Both Mr Baffsky and Mr Brender gave evidence by affidavit and orally about the visit to Mr Henry Roth in St Vincent's Hospital in August or September 1977. The evidence of each of the three men was not entirely consistent one with the other, but there was a fair degree of commonality in the versions of the conversations which they gave.

The evidence of the three men is of a very general nature and I have no doubt that the evidence given by each of them was basically reconstruction. I do not say this critically because some 16 years have elapsed since the relevant conversation and there is no evidence of any contemporaneous document or note which records any of the terms of the discussion or the fact that it took place.

It is plain that the three men trusted each other. Mr Henry Roth was an experienced and shrewd business man and developer of real estate. Mr Baffsky was an experienced solicitor and Mr Brender was also a man of experience in business who was a friend of Mr Roth. In effect, Mr Brender went into the venture to support Mr Roth. If one aggregates the interest of Mr Roth and Mr Brender, they had 51% of the share in the venture and Mr Baffsky 49%.

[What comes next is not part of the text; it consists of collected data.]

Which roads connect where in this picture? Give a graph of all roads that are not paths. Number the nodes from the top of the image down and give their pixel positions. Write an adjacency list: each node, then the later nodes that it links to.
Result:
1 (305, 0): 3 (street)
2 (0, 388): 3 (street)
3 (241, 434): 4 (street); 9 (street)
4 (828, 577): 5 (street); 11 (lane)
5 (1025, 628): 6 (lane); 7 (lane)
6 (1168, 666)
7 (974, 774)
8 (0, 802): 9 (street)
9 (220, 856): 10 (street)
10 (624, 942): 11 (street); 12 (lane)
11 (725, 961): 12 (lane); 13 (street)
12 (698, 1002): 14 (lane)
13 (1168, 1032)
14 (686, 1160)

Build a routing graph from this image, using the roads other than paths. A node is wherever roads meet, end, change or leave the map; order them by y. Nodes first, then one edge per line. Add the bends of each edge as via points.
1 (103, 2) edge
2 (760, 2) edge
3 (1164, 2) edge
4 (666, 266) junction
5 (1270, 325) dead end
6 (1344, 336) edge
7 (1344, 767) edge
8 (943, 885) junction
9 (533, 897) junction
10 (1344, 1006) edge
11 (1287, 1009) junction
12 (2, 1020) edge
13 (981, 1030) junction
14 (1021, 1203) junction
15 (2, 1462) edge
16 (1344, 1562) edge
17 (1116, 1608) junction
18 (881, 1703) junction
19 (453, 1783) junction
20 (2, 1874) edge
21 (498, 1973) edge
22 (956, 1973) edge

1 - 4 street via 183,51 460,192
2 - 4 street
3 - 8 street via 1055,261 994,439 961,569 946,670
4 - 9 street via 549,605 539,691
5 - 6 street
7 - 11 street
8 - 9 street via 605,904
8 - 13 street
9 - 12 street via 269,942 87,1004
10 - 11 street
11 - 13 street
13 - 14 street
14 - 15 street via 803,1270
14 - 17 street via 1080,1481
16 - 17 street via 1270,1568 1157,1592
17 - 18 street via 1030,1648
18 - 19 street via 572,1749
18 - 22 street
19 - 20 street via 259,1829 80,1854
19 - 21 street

Mr Roth's role was to take charge of the rezoning and subsequent development of the taxpayer's property, using his expertise for this purpose. Mr Baffsky was to put in place the appropriate structure to give effect to the wishes of the three men.

Mr Baffsky subsequently arranged for the establishment of a trust known as the Jill Trust and the acquisition of a company Warbarb No. 103 Pty Limited (which subsequently changed its name to that of the taxpayer) which were used for the purposes of the joint venture. He also arranged for the establishment of another trust known as the Jack Trust which was also used for the purposes of the purchase of the taxpayer's property. Mr Baffsky or his nominee was to be the ``protector'' of the Jack Trust and Mr Henry Roth and Mr Brender were to be the ``protectors'' of the Jill Trust. The taxpayer was to be the trustee of the trusts and the registered proprietor of the taxpayer's property.

On 29 August 1977 Mr Baffsky and his partner Mr Peter Simons were, appointed as directors of the taxpayer, Mr Simons acting in a nominal capacity.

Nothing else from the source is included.